- **EXERCISE INPUTS**
◆ ◆ ◆ ◆ ◆
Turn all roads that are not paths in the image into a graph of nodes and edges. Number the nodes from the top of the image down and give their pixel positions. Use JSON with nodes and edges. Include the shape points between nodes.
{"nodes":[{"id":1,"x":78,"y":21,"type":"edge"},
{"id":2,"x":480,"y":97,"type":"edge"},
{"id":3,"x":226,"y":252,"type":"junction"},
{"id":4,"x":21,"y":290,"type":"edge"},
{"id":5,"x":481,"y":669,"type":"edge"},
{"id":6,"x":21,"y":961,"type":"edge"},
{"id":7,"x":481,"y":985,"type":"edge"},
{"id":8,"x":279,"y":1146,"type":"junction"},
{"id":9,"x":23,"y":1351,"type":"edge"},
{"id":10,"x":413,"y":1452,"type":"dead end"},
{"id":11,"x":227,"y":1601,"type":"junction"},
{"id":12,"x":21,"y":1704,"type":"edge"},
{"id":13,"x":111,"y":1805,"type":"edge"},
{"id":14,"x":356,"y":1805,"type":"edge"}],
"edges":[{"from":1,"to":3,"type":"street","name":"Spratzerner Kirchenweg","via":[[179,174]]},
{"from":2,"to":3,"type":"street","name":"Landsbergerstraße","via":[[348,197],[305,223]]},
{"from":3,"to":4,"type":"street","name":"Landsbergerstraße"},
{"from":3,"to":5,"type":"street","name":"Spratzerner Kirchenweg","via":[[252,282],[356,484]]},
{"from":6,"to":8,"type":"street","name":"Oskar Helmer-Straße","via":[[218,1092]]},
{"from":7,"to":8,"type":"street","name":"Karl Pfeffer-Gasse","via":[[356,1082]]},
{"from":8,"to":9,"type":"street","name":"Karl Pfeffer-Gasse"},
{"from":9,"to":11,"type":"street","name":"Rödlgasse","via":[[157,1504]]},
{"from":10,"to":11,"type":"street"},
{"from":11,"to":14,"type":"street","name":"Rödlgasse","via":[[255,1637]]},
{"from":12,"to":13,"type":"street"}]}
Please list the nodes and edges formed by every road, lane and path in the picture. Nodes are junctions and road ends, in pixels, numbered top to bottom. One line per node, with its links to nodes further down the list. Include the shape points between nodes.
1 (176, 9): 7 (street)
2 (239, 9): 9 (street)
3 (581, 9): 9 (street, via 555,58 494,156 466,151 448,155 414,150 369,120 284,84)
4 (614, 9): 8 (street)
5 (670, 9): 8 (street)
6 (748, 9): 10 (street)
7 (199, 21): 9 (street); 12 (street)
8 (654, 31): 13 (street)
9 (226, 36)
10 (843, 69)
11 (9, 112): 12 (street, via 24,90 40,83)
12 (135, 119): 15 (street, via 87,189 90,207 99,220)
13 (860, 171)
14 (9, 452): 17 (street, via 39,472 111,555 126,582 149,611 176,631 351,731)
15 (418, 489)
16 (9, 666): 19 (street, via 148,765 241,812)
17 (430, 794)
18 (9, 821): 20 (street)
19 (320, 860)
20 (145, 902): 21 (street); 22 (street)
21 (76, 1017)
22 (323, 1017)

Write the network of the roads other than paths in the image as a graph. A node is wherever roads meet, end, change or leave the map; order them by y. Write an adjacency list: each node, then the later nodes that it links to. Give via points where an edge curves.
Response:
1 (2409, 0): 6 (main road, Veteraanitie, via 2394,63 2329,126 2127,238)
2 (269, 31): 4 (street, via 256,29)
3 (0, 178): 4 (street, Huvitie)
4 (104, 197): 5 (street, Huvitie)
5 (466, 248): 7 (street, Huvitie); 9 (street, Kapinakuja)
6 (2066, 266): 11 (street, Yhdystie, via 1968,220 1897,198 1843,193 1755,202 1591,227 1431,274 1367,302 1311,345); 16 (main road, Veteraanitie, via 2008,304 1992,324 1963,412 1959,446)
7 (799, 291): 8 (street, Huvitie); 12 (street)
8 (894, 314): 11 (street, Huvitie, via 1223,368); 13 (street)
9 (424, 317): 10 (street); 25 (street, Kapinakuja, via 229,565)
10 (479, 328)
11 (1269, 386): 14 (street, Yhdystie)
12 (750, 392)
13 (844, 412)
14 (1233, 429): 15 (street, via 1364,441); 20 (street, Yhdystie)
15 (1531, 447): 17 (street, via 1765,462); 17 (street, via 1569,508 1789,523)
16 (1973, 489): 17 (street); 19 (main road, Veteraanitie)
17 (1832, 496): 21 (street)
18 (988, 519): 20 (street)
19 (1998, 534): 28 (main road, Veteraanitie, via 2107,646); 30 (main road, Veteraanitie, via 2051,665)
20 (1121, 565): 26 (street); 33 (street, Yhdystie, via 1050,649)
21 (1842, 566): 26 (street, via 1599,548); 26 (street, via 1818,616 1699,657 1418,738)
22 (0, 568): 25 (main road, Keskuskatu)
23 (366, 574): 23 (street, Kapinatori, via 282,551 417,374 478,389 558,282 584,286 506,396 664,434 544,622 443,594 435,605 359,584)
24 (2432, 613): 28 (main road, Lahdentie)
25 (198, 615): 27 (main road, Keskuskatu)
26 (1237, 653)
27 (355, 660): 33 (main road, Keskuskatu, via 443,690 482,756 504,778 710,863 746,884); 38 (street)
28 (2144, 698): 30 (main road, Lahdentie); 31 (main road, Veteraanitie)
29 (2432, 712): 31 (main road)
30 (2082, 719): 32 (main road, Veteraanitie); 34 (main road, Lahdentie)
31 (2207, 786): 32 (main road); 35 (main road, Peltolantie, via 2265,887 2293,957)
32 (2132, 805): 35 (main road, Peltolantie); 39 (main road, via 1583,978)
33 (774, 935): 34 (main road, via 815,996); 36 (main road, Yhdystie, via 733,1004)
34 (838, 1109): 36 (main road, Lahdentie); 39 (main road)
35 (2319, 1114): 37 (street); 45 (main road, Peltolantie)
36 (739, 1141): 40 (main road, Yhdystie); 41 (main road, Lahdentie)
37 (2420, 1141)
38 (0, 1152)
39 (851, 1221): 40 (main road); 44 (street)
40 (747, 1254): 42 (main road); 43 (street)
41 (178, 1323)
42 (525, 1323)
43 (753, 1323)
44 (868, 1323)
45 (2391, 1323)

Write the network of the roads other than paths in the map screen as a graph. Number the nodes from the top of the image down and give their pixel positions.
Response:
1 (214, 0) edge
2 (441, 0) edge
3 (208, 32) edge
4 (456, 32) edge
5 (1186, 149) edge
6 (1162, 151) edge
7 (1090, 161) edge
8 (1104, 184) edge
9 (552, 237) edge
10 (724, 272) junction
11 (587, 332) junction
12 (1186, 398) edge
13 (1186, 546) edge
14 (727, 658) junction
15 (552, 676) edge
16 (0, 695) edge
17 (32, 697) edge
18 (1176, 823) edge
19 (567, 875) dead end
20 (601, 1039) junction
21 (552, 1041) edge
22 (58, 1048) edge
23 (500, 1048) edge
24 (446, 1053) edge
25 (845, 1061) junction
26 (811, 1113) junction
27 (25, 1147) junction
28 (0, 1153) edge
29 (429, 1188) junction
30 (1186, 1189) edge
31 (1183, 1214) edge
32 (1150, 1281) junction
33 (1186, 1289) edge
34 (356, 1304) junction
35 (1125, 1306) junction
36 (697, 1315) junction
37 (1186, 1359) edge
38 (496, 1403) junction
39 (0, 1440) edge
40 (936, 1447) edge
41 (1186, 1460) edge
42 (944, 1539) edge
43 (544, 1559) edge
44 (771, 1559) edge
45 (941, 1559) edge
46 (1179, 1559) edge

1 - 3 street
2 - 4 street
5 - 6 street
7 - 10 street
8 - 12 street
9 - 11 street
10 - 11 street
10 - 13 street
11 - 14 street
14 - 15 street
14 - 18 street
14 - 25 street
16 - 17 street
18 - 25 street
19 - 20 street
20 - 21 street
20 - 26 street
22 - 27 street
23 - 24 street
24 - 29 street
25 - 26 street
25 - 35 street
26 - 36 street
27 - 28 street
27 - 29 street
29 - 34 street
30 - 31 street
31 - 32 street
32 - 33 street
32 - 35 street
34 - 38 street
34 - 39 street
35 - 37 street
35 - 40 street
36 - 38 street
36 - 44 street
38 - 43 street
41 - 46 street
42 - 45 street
◆ ◆ ◆ ◆ ◆
- **WORK REQUIRED**
Your answer should consist of all lines in the listing above that contain "Pfeffer".

- **RESPONSE AREA**
{"from":7,"to":8,"type":"street","name":"Karl Pfeffer-Gasse","via":[[356,1082]]},
{"from":8,"to":9,"type":"street","name":"Karl Pfeffer-Gasse"},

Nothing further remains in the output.